Work to be completed
Transcribe each entry exactly as it appears, leaving out any picture it holds.

*** Records for the exercise Section Begins ***

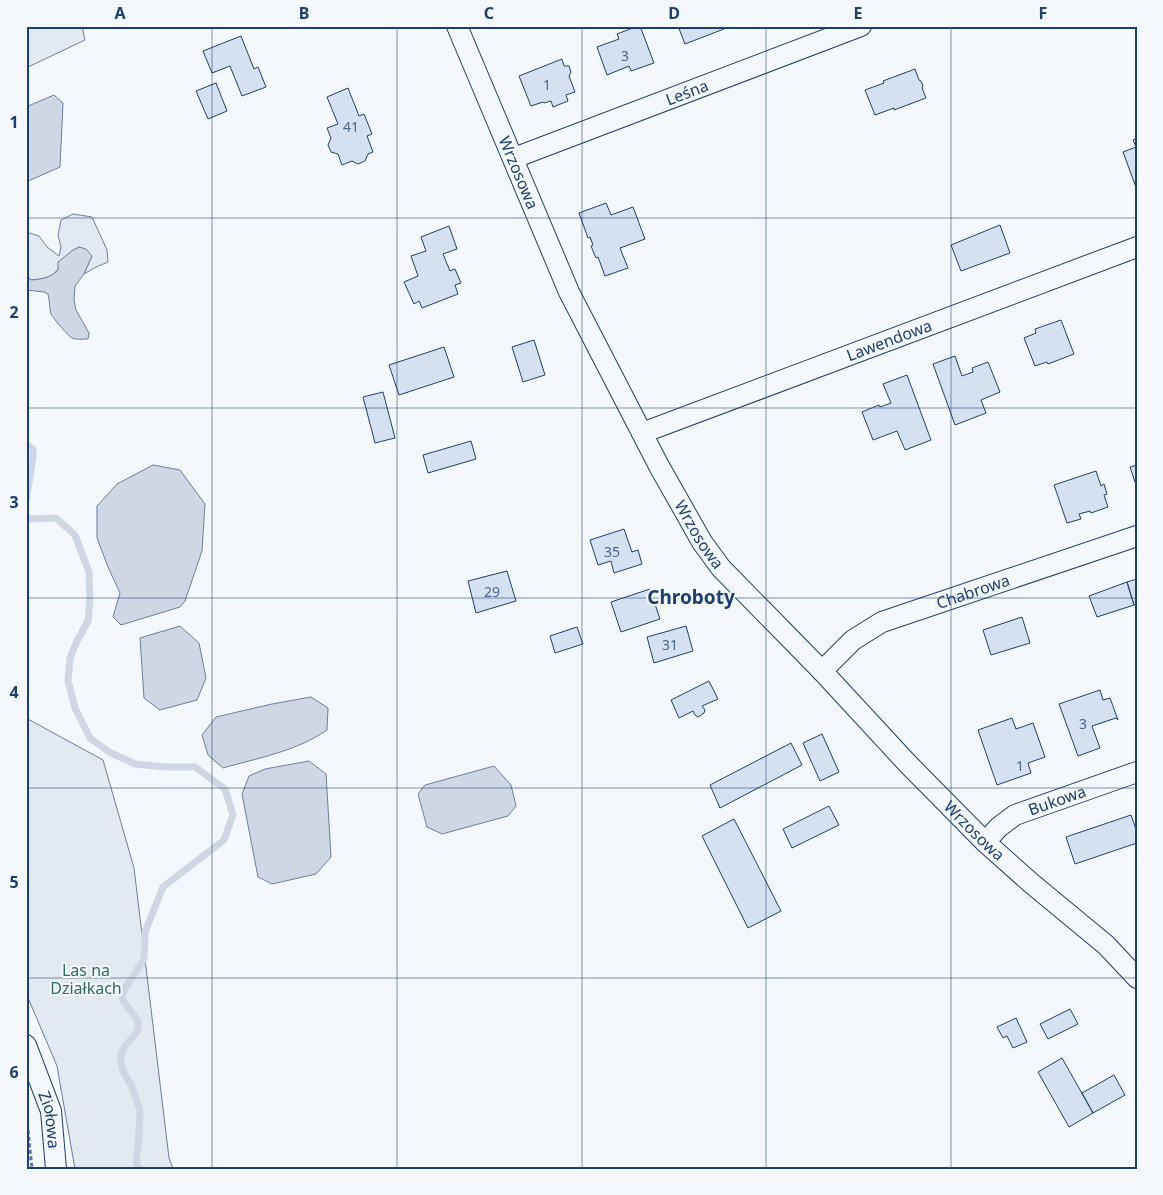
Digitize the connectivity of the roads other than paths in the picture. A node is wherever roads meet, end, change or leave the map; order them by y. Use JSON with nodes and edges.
{"nodes":[{"id":1,"x":457,"y":26,"type":"edge"},
{"id":2,"x":861,"y":26,"type":"edge"},
{"id":3,"x":514,"y":158,"type":"junction"},
{"id":4,"x":1137,"y":246,"type":"edge"},
{"id":5,"x":642,"y":433,"type":"junction"},
{"id":6,"x":1137,"y":536,"type":"edge"},
{"id":7,"x":822,"y":671,"type":"junction"},
{"id":8,"x":1137,"y":772,"type":"edge"},
{"id":9,"x":985,"y":842,"type":"junction"},
{"id":10,"x":1137,"y":978,"type":"edge"},
{"id":11,"x":26,"y":1045,"type":"edge"},
{"id":12,"x":56,"y":1169,"type":"edge"}],
"edges":[{"from":1,"to":3,"type":"street","name":"Wrzosowa"},
{"from":2,"to":3,"type":"street","name":"Leśna"},
{"from":3,"to":5,"type":"street","name":"Wrzosowa"},
{"from":4,"to":5,"type":"street","name":"Lawendowa"},
{"from":5,"to":7,"type":"street","name":"Wrzosowa"},
{"from":6,"to":7,"type":"street","name":"Chabrowa"},
{"from":7,"to":9,"type":"street","name":"Wrzosowa"},
{"from":8,"to":9,"type":"street","name":"Bukowa"},
{"from":9,"to":10,"type":"street","name":"Wrzosowa"},
{"from":11,"to":12,"type":"street","name":"Ziołowa"}]}
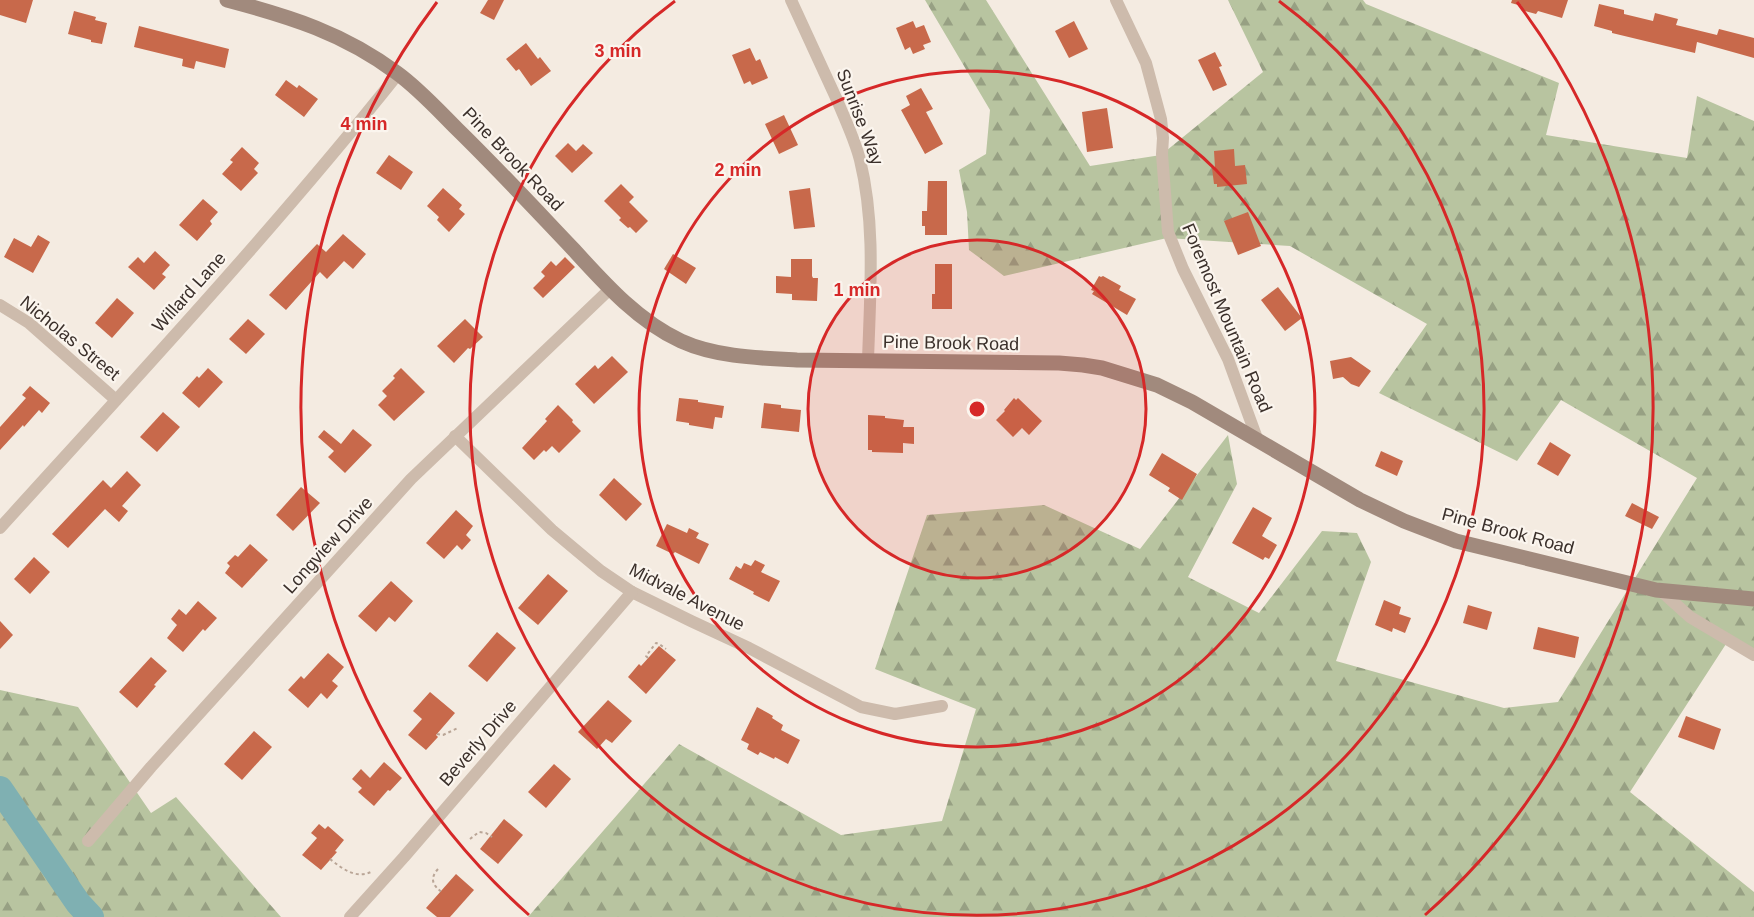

*** Records for the exercise Section Ends ***

Exercise answer
Digitize the connectivity of the roads other than paths in the picture. A node is wherever roads meet, end, change or leave the map; order them by y. Use JSON with nodes and edges.
{"nodes":[{"id":1,"x":457,"y":26,"type":"edge"},
{"id":2,"x":861,"y":26,"type":"edge"},
{"id":3,"x":514,"y":158,"type":"junction"},
{"id":4,"x":1137,"y":246,"type":"edge"},
{"id":5,"x":642,"y":433,"type":"junction"},
{"id":6,"x":1137,"y":536,"type":"edge"},
{"id":7,"x":822,"y":671,"type":"junction"},
{"id":8,"x":1137,"y":772,"type":"edge"},
{"id":9,"x":985,"y":842,"type":"junction"},
{"id":10,"x":1137,"y":978,"type":"edge"},
{"id":11,"x":26,"y":1045,"type":"edge"},
{"id":12,"x":56,"y":1169,"type":"edge"}],
"edges":[{"from":1,"to":3,"type":"street","name":"Wrzosowa"},
{"from":2,"to":3,"type":"street","name":"Leśna"},
{"from":3,"to":5,"type":"street","name":"Wrzosowa"},
{"from":4,"to":5,"type":"street","name":"Lawendowa"},
{"from":5,"to":7,"type":"street","name":"Wrzosowa"},
{"from":6,"to":7,"type":"street","name":"Chabrowa"},
{"from":7,"to":9,"type":"street","name":"Wrzosowa"},
{"from":8,"to":9,"type":"street","name":"Bukowa"},
{"from":9,"to":10,"type":"street","name":"Wrzosowa"},
{"from":11,"to":12,"type":"street","name":"Ziołowa"}]}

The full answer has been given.